HOW TO COMPLETE THIS TASK >> Each record is to be reproduced verbatim.

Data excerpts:
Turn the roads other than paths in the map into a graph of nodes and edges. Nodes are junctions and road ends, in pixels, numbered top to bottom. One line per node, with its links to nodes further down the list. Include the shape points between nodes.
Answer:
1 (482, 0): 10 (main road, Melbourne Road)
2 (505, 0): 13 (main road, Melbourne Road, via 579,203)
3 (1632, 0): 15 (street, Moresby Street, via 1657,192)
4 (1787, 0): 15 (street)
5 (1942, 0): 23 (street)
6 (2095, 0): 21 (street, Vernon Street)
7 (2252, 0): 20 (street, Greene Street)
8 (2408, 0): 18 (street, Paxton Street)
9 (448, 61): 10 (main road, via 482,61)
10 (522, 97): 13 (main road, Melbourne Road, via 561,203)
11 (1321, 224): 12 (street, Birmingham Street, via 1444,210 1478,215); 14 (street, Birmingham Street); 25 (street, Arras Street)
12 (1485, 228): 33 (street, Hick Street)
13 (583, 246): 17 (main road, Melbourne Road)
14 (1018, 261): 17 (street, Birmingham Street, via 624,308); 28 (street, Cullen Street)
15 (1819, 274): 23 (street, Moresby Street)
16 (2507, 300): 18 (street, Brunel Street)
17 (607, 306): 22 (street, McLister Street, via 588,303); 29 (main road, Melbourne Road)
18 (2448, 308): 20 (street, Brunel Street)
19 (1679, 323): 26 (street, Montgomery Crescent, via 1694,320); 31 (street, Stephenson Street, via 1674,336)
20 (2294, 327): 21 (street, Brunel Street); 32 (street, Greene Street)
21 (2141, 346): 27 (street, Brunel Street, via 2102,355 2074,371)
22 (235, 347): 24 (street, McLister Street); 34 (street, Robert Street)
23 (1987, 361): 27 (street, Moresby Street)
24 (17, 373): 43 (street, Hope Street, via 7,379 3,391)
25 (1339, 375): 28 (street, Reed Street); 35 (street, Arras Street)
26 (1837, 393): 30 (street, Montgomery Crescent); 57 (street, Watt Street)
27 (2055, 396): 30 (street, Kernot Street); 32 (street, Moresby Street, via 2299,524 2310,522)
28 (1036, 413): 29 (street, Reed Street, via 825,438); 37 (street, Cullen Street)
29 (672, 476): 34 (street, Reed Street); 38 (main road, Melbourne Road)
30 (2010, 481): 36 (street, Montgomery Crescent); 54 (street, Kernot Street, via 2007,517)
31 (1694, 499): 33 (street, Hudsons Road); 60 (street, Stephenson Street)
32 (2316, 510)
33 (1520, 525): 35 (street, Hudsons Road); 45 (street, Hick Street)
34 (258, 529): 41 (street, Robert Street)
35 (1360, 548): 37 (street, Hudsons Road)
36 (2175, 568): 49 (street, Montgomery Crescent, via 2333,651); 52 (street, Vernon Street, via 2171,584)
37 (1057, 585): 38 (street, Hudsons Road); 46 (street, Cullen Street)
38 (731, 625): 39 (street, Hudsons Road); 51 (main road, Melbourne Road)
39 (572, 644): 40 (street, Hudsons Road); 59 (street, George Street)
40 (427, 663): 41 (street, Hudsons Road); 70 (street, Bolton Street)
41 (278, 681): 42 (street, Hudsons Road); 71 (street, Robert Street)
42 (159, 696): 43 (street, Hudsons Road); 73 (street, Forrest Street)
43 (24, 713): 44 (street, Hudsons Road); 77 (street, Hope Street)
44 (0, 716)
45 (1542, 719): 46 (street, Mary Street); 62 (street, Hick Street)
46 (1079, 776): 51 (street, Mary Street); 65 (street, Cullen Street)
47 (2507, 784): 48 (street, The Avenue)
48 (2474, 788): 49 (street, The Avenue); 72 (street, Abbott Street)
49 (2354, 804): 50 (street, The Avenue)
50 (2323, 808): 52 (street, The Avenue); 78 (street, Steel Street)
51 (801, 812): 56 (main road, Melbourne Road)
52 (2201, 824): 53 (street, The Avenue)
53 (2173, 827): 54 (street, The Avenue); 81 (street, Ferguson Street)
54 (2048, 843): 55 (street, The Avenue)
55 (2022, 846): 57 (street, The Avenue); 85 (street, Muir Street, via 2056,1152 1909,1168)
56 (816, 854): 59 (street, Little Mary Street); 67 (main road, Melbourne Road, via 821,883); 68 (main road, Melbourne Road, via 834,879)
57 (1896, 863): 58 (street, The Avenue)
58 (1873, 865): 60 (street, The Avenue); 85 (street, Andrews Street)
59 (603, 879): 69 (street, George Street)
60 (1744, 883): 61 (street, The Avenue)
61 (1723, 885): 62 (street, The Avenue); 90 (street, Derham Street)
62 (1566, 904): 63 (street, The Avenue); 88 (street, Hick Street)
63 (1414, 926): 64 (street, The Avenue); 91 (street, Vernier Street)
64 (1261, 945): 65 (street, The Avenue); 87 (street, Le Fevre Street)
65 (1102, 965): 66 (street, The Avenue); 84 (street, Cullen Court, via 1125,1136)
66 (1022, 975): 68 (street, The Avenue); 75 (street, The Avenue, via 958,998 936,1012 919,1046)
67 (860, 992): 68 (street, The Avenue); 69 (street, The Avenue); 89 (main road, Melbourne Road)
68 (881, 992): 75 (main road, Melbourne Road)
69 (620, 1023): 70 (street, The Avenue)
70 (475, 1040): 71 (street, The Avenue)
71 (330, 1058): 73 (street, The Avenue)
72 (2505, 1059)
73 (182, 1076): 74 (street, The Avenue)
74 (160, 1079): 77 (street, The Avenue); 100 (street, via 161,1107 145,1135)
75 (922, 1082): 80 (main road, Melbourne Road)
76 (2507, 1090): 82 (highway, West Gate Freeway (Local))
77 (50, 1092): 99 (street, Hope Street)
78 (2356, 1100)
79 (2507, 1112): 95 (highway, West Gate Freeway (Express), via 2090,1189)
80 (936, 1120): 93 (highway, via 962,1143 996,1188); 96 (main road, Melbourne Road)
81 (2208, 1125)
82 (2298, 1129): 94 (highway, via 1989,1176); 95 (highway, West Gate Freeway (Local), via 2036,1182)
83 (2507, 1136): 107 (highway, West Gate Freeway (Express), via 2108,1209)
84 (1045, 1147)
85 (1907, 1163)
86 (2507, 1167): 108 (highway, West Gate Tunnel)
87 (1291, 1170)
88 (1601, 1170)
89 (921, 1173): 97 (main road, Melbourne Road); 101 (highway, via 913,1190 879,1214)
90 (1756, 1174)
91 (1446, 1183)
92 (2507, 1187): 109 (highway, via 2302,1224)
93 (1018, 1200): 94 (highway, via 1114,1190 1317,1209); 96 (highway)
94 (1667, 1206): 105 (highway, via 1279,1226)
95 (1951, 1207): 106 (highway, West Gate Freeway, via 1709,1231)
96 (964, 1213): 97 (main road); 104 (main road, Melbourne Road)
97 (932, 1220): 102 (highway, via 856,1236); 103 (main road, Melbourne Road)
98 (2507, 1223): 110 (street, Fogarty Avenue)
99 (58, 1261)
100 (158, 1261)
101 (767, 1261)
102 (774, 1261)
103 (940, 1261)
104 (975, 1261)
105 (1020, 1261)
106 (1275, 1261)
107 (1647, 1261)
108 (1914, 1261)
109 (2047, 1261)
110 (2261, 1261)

COMPLETED EXERCISE >>
Turn the roads other than paths in the map into a graph of nodes and edges. Nodes are junctions and road ends, in pixels, numbered top to bottom. One line per node, with its links to nodes further down the list. Include the shape points between nodes.
Answer:
1 (482, 0): 10 (main road, Melbourne Road)
2 (505, 0): 13 (main road, Melbourne Road, via 579,203)
3 (1632, 0): 15 (street, Moresby Street, via 1657,192)
4 (1787, 0): 15 (street)
5 (1942, 0): 23 (street)
6 (2095, 0): 21 (street, Vernon Street)
7 (2252, 0): 20 (street, Greene Street)
8 (2408, 0): 18 (street, Paxton Street)
9 (448, 61): 10 (main road, via 482,61)
10 (522, 97): 13 (main road, Melbourne Road, via 561,203)
11 (1321, 224): 12 (street, Birmingham Street, via 1444,210 1478,215); 14 (street, Birmingham Street); 25 (street, Arras Street)
12 (1485, 228): 33 (street, Hick Street)
13 (583, 246): 17 (main road, Melbourne Road)
14 (1018, 261): 17 (street, Birmingham Street, via 624,308); 28 (street, Cullen Street)
15 (1819, 274): 23 (street, Moresby Street)
16 (2507, 300): 18 (street, Brunel Street)
17 (607, 306): 22 (street, McLister Street, via 588,303); 29 (main road, Melbourne Road)
18 (2448, 308): 20 (street, Brunel Street)
19 (1679, 323): 26 (street, Montgomery Crescent, via 1694,320); 31 (street, Stephenson Street, via 1674,336)
20 (2294, 327): 21 (street, Brunel Street); 32 (street, Greene Street)
21 (2141, 346): 27 (street, Brunel Street, via 2102,355 2074,371)
22 (235, 347): 24 (street, McLister Street); 34 (street, Robert Street)
23 (1987, 361): 27 (street, Moresby Street)
24 (17, 373): 43 (street, Hope Street, via 7,379 3,391)
25 (1339, 375): 28 (street, Reed Street); 35 (street, Arras Street)
26 (1837, 393): 30 (street, Montgomery Crescent); 57 (street, Watt Street)
27 (2055, 396): 30 (street, Kernot Street); 32 (street, Moresby Street, via 2299,524 2310,522)
28 (1036, 413): 29 (street, Reed Street, via 825,438); 37 (street, Cullen Street)
29 (672, 476): 34 (street, Reed Street); 38 (main road, Melbourne Road)
30 (2010, 481): 36 (street, Montgomery Crescent); 54 (street, Kernot Street, via 2007,517)
31 (1694, 499): 33 (street, Hudsons Road); 60 (street, Stephenson Street)
32 (2316, 510)
33 (1520, 525): 35 (street, Hudsons Road); 45 (street, Hick Street)
34 (258, 529): 41 (street, Robert Street)
35 (1360, 548): 37 (street, Hudsons Road)
36 (2175, 568): 49 (street, Montgomery Crescent, via 2333,651); 52 (street, Vernon Street, via 2171,584)
37 (1057, 585): 38 (street, Hudsons Road); 46 (street, Cullen Street)
38 (731, 625): 39 (street, Hudsons Road); 51 (main road, Melbourne Road)
39 (572, 644): 40 (street, Hudsons Road); 59 (street, George Street)
40 (427, 663): 41 (street, Hudsons Road); 70 (street, Bolton Street)
41 (278, 681): 42 (street, Hudsons Road); 71 (street, Robert Street)
42 (159, 696): 43 (street, Hudsons Road); 73 (street, Forrest Street)
43 (24, 713): 44 (street, Hudsons Road); 77 (street, Hope Street)
44 (0, 716)
45 (1542, 719): 46 (street, Mary Street); 62 (street, Hick Street)
46 (1079, 776): 51 (street, Mary Street); 65 (street, Cullen Street)
47 (2507, 784): 48 (street, The Avenue)
48 (2474, 788): 49 (street, The Avenue); 72 (street, Abbott Street)
49 (2354, 804): 50 (street, The Avenue)
50 (2323, 808): 52 (street, The Avenue); 78 (street, Steel Street)
51 (801, 812): 56 (main road, Melbourne Road)
52 (2201, 824): 53 (street, The Avenue)
53 (2173, 827): 54 (street, The Avenue); 81 (street, Ferguson Street)
54 (2048, 843): 55 (street, The Avenue)
55 (2022, 846): 57 (street, The Avenue); 85 (street, Muir Street, via 2056,1152 1909,1168)
56 (816, 854): 59 (street, Little Mary Street); 67 (main road, Melbourne Road, via 821,883); 68 (main road, Melbourne Road, via 834,879)
57 (1896, 863): 58 (street, The Avenue)
58 (1873, 865): 60 (street, The Avenue); 85 (street, Andrews Street)
59 (603, 879): 69 (street, George Street)
60 (1744, 883): 61 (street, The Avenue)
61 (1723, 885): 62 (street, The Avenue); 90 (street, Derham Street)
62 (1566, 904): 63 (street, The Avenue); 88 (street, Hick Street)
63 (1414, 926): 64 (street, The Avenue); 91 (street, Vernier Street)
64 (1261, 945): 65 (street, The Avenue); 87 (street, Le Fevre Street)
65 (1102, 965): 66 (street, The Avenue); 84 (street, Cullen Court, via 1125,1136)
66 (1022, 975): 68 (street, The Avenue); 75 (street, The Avenue, via 958,998 936,1012 919,1046)
67 (860, 992): 68 (street, The Avenue); 69 (street, The Avenue); 89 (main road, Melbourne Road)
68 (881, 992): 75 (main road, Melbourne Road)
69 (620, 1023): 70 (street, The Avenue)
70 (475, 1040): 71 (street, The Avenue)
71 (330, 1058): 73 (street, The Avenue)
72 (2505, 1059)
73 (182, 1076): 74 (street, The Avenue)
74 (160, 1079): 77 (street, The Avenue); 100 (street, via 161,1107 145,1135)
75 (922, 1082): 80 (main road, Melbourne Road)
76 (2507, 1090): 82 (highway, West Gate Freeway (Local))
77 (50, 1092): 99 (street, Hope Street)
78 (2356, 1100)
79 (2507, 1112): 95 (highway, West Gate Freeway (Express), via 2090,1189)
80 (936, 1120): 93 (highway, via 962,1143 996,1188); 96 (main road, Melbourne Road)
81 (2208, 1125)
82 (2298, 1129): 94 (highway, via 1989,1176); 95 (highway, West Gate Freeway (Local), via 2036,1182)
83 (2507, 1136): 107 (highway, West Gate Freeway (Express), via 2108,1209)
84 (1045, 1147)
85 (1907, 1163)
86 (2507, 1167): 108 (highway, West Gate Tunnel)
87 (1291, 1170)
88 (1601, 1170)
89 (921, 1173): 97 (main road, Melbourne Road); 101 (highway, via 913,1190 879,1214)
90 (1756, 1174)
91 (1446, 1183)
92 (2507, 1187): 109 (highway, via 2302,1224)
93 (1018, 1200): 94 (highway, via 1114,1190 1317,1209); 96 (highway)
94 (1667, 1206): 105 (highway, via 1279,1226)
95 (1951, 1207): 106 (highway, West Gate Freeway, via 1709,1231)
96 (964, 1213): 97 (main road); 104 (main road, Melbourne Road)
97 (932, 1220): 102 (highway, via 856,1236); 103 (main road, Melbourne Road)
98 (2507, 1223): 110 (street, Fogarty Avenue)
99 (58, 1261)
100 (158, 1261)
101 (767, 1261)
102 (774, 1261)
103 (940, 1261)
104 (975, 1261)
105 (1020, 1261)
106 (1275, 1261)
107 (1647, 1261)
108 (1914, 1261)
109 (2047, 1261)
110 (2261, 1261)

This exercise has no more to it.